Segment Start: DATA LISTING

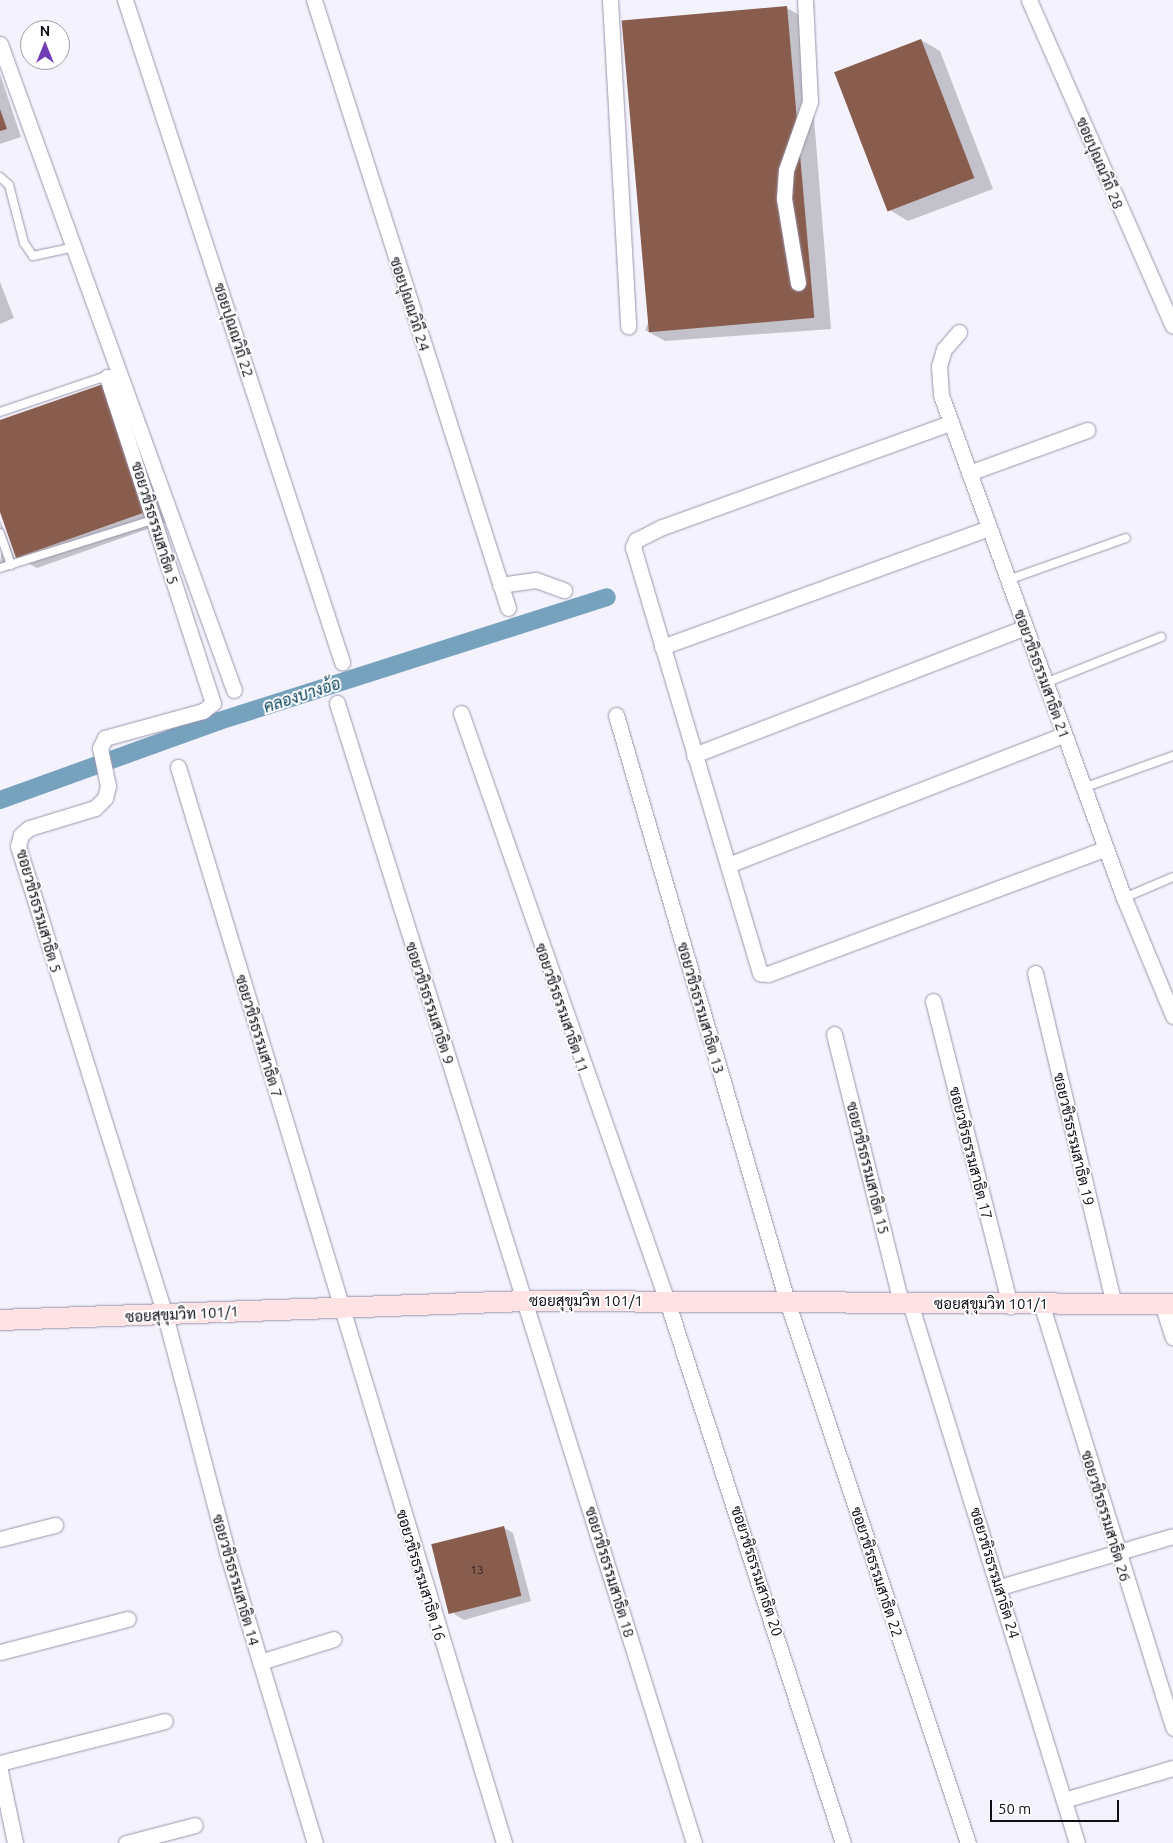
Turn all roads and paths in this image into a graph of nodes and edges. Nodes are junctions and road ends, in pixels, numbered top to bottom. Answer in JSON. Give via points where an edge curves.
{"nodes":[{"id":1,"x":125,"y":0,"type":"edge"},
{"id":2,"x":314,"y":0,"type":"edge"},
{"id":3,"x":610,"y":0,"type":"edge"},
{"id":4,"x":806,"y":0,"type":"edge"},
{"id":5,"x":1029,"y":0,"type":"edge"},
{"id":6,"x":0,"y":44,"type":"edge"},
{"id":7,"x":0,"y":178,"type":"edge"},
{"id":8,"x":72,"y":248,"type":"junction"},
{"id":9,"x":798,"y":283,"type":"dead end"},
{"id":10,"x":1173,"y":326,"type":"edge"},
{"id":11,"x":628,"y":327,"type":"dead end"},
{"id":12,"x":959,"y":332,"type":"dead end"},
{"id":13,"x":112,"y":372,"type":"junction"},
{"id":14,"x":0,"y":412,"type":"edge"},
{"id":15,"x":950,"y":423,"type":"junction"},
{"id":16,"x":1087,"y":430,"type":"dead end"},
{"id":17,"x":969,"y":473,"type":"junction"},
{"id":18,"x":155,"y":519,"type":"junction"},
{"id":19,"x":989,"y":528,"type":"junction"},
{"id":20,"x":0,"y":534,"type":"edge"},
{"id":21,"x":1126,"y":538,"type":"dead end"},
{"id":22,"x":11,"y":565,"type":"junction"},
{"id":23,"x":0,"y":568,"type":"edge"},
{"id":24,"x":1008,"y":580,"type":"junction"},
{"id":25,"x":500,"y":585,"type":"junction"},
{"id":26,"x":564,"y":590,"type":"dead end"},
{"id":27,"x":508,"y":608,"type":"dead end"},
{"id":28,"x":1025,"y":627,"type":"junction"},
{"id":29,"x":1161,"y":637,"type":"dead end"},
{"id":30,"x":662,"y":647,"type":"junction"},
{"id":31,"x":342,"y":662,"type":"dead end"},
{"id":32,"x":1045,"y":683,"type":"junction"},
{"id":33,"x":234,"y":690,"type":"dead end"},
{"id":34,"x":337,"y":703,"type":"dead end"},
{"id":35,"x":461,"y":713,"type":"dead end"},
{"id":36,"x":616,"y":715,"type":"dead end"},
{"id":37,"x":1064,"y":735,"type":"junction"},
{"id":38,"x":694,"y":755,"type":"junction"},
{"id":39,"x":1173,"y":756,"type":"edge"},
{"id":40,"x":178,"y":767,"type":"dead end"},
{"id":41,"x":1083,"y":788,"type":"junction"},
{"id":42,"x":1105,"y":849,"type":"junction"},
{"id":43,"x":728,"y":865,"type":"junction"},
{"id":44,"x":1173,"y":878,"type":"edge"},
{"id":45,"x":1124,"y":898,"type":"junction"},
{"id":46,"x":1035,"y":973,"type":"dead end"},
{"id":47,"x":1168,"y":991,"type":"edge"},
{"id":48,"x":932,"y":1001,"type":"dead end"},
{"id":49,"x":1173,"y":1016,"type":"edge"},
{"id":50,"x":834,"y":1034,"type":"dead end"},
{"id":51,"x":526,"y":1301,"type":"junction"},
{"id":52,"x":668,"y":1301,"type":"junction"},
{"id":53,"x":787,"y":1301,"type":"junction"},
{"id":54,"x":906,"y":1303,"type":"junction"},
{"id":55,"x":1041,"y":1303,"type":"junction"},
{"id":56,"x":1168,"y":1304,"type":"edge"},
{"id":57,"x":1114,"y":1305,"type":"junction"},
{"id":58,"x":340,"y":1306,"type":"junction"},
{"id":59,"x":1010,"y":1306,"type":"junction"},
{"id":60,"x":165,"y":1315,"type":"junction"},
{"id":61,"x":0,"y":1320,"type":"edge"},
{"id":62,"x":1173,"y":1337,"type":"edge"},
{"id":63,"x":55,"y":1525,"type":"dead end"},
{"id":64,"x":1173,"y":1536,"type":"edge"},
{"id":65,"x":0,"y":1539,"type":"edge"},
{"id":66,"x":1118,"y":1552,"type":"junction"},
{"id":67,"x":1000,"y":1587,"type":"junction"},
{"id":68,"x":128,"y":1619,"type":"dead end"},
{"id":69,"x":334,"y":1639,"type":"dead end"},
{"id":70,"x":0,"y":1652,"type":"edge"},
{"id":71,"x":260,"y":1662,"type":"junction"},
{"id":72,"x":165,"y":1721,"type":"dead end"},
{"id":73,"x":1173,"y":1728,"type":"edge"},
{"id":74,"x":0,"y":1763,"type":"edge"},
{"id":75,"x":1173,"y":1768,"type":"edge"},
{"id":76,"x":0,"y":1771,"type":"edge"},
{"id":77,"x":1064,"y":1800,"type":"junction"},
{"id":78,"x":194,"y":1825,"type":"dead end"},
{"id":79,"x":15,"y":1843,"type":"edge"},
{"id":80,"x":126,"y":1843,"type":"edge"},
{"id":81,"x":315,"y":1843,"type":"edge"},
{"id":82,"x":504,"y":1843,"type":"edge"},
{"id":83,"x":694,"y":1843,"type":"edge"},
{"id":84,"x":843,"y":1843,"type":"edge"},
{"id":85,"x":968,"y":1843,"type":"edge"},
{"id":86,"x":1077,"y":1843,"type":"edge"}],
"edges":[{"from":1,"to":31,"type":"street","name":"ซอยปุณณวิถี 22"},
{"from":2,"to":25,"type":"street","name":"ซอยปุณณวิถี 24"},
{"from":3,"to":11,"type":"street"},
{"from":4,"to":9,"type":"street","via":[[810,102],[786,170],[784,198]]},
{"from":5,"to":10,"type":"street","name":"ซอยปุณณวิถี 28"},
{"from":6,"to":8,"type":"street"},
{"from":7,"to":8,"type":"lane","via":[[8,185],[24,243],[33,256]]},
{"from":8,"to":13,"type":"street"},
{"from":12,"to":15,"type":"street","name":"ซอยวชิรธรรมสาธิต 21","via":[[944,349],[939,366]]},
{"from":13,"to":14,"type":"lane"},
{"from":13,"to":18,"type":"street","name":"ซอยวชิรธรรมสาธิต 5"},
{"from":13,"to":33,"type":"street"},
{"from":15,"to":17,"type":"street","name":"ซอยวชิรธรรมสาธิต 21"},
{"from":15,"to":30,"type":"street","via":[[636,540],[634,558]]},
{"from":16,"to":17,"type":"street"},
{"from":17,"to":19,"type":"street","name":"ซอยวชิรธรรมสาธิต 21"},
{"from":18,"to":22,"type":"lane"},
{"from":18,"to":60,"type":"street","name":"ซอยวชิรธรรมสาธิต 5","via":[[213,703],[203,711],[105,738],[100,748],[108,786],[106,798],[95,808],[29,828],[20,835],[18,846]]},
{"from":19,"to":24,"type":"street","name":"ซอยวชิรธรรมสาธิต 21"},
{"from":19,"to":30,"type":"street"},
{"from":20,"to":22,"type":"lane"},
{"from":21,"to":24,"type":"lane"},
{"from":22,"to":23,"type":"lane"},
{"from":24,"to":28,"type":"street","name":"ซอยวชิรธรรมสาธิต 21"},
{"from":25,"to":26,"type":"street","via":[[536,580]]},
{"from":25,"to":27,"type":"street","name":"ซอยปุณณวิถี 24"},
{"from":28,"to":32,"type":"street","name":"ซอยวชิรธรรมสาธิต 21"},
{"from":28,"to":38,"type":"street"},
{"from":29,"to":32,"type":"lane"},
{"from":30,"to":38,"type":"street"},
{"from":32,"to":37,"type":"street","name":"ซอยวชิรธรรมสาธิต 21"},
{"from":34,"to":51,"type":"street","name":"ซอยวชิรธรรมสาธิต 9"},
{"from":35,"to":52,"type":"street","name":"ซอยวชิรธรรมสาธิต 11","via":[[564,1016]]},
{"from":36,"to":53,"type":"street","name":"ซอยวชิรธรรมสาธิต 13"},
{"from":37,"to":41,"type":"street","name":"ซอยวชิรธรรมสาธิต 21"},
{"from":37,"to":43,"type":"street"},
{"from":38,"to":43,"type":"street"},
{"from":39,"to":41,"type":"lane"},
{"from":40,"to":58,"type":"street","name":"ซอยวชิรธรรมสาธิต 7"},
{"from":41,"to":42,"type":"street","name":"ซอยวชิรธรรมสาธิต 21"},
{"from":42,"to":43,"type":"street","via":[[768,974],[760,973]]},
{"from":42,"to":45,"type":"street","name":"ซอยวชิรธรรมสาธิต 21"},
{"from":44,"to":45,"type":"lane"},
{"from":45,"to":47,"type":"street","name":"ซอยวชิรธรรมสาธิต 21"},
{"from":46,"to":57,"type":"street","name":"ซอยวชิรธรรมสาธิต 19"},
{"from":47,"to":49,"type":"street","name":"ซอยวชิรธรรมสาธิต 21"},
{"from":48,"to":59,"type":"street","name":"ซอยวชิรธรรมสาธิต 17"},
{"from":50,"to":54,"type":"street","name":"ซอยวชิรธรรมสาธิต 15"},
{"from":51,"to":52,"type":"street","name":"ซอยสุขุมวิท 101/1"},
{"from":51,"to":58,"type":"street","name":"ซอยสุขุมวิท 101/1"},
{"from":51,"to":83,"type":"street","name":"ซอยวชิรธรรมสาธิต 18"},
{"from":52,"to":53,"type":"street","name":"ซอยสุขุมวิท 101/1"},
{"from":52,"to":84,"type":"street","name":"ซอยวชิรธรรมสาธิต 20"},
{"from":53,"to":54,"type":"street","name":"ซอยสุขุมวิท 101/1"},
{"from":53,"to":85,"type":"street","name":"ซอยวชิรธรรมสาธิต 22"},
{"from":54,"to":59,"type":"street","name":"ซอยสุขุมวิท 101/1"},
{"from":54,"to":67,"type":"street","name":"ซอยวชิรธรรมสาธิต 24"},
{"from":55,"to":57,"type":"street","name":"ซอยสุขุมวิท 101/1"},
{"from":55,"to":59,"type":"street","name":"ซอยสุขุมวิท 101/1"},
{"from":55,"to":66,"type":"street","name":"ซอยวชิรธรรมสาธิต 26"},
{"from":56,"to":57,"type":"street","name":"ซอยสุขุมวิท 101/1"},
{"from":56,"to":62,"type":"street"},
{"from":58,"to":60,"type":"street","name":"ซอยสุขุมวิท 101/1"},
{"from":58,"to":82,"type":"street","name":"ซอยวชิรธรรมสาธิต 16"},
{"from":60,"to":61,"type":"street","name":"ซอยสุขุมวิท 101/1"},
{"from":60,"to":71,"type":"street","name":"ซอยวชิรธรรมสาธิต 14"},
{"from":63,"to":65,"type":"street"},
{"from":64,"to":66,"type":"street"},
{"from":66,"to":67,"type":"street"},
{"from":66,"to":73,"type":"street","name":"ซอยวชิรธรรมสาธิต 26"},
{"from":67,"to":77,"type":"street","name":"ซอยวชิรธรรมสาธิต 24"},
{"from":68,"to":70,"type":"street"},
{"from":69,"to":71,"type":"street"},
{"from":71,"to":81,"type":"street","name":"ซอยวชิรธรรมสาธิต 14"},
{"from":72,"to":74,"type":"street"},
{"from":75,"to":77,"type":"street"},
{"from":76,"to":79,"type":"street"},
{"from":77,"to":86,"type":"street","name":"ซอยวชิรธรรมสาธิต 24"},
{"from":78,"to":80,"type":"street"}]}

Segment End: DATA LISTING

» EXERCISE GOAL: Check each line of the records for "nodes" and copy the ones that contain it.

» ANSWER BOX:
Turn all roads and paths in this image into a graph of nodes and edges. Nodes are junctions and road ends, in pixels, numbered top to bottom. Answer in JSON. Give via points where an edge curves.
{"nodes":[{"id":1,"x":125,"y":0,"type":"edge"},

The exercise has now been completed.